Pintor cuya obra, ceñida a un único escenario, una y otra vez representado, interrogado, repensado, invita a una cierta topografía, a lo Daniel Spoerri. Intentémosla, enumerativamente, empezando por las cosas, por los objetos. Suelos de madera reluciente. Sobre ellos, una rama de caqui, u otra de naranjo. O la maqueta de un velero (La isla del Buxo), hermano de otro (O Serra de Ancares) que manejan dos niñas. Un avión miniatura en Vuelo de reconocimiento. Los trastos de pintar junto a una alfombra persa o estilo persa. Una escafandra. Cuadros dentro del cuadro: retratos al óleo –uno de ellos, de un fotógrafo con su cámara– apoyados sobre la pared. Más cuadros, estos vueltos contra ella. Una escalera empinada, con los peldaños siempre de la misma madera reluciente. Estanterías acristaladas repletas de libros: horror vacui. Espejos antiguos, que me recuerdan otros espejos, en ciertos óleos y gouaches del Ramón Gaya ya velazqueño del primer exilio, aunque el modo de pintar de uno y otro tengan poco que ver. Plantas tropicales. Una chimenea, y encima un reloj déco. Una silla caída, rompiendo el equilibrio, la calma de un interior. Una mesa con recipientes de cristal, y encima loza sobre una repisa. Otra mesa, en la casa, pero teatralmente convertida en la de un Restaurante. Vasos sobre una mesa camilla. Una cabeza de macho cabrío, disecada. Una bicicleta para adentrarse por caminos rurales. Unas botas de Chloé o unos zapatos de tacón de Christian Louboutin: el último grito también llega a esta aldea perdida. Libros, muchos libros, generalmente con láminas. Un biombo recubierto de reproducciones de paisajes urbanos de París, por Balthus.

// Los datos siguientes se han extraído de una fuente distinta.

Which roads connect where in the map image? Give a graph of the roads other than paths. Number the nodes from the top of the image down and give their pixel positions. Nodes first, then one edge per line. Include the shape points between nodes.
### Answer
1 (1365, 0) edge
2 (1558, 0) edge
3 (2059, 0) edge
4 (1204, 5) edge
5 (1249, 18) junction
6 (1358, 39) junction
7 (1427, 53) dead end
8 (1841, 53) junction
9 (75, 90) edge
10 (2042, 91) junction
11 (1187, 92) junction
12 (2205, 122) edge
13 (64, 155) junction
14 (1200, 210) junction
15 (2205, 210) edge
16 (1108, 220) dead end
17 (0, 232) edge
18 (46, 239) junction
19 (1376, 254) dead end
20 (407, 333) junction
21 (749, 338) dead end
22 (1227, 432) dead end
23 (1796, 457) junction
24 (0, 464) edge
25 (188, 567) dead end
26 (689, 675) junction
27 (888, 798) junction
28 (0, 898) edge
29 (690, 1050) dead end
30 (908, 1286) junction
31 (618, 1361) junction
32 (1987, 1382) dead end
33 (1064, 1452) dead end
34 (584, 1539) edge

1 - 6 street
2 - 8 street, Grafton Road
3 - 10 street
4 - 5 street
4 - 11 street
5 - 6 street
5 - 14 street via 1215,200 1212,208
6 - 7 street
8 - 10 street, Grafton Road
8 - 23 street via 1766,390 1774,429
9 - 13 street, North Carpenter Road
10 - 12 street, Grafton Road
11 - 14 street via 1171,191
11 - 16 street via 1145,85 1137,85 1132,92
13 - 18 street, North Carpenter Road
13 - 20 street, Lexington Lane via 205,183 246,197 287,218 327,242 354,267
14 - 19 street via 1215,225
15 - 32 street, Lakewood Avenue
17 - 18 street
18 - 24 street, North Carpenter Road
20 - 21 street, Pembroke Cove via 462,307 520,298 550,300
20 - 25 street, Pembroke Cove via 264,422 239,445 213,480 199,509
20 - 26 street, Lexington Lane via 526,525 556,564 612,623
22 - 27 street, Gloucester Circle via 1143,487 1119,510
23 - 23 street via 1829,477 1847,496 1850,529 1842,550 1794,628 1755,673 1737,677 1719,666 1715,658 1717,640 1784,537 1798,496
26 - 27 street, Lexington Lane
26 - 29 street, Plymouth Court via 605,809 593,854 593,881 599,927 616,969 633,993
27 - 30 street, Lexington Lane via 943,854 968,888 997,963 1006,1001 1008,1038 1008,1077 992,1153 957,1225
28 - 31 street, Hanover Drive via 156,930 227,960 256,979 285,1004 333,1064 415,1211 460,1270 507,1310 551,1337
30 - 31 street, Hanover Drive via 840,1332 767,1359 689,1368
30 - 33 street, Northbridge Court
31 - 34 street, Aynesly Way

En esos escenarios, evolucionan distintas figuras. Ya he evocado las dos niñas manipulando una maqueta de velero. Niños, también, jugando al Mah-Jong. Biombos, y tras ellos el juego infantil del escondite. Pero hay muchas más figuras. Una mujer de espaldas frente a la chimenea encendida, y a la derecha un hombre asomando la cabeza por la rendija de una puerta, un hombre calificado –en el título– de El curioso, y que viene cansado de subir la escalera empinada al pie de la cual, en otra escena, vemos a una niña. La mujer, sentada, manejando un estereoscopio, instrumento mágico y antañón donde los haya. Otras visiones de ascensiones por los mismos peldaños duchampianos: un guiño a Antonio Buero Vallejo el titularlas Historia de una escalera, aunque luego haya un juego de cuadro dentro del cuadro, y de espejo, que a lo que remite es directamente a las Meninas, a Velázquez que de alguna manera ya era el referente en el Autorretrato de 2000. La mujer y el hombre, en el escenario repetido hasta la saciedad del suelo de madera reluciente, y cerca, nuevamente, los trastos de pintar: el tema, clásico donde los haya, de El pintor y la modelo. La misma niña de la escalera, ya crecida, a medio vestir, en sostén, mirando un sms en su móvil, cuya luz fosforescente ilumina la escena: un detalle, de repente, muy siglo XXI, y habrá otros, por ejemplo el ordenador portátil que maneja El coleccionista de estampas, un título a lo Daumier para un cuadro en verdad complejo, fascinante…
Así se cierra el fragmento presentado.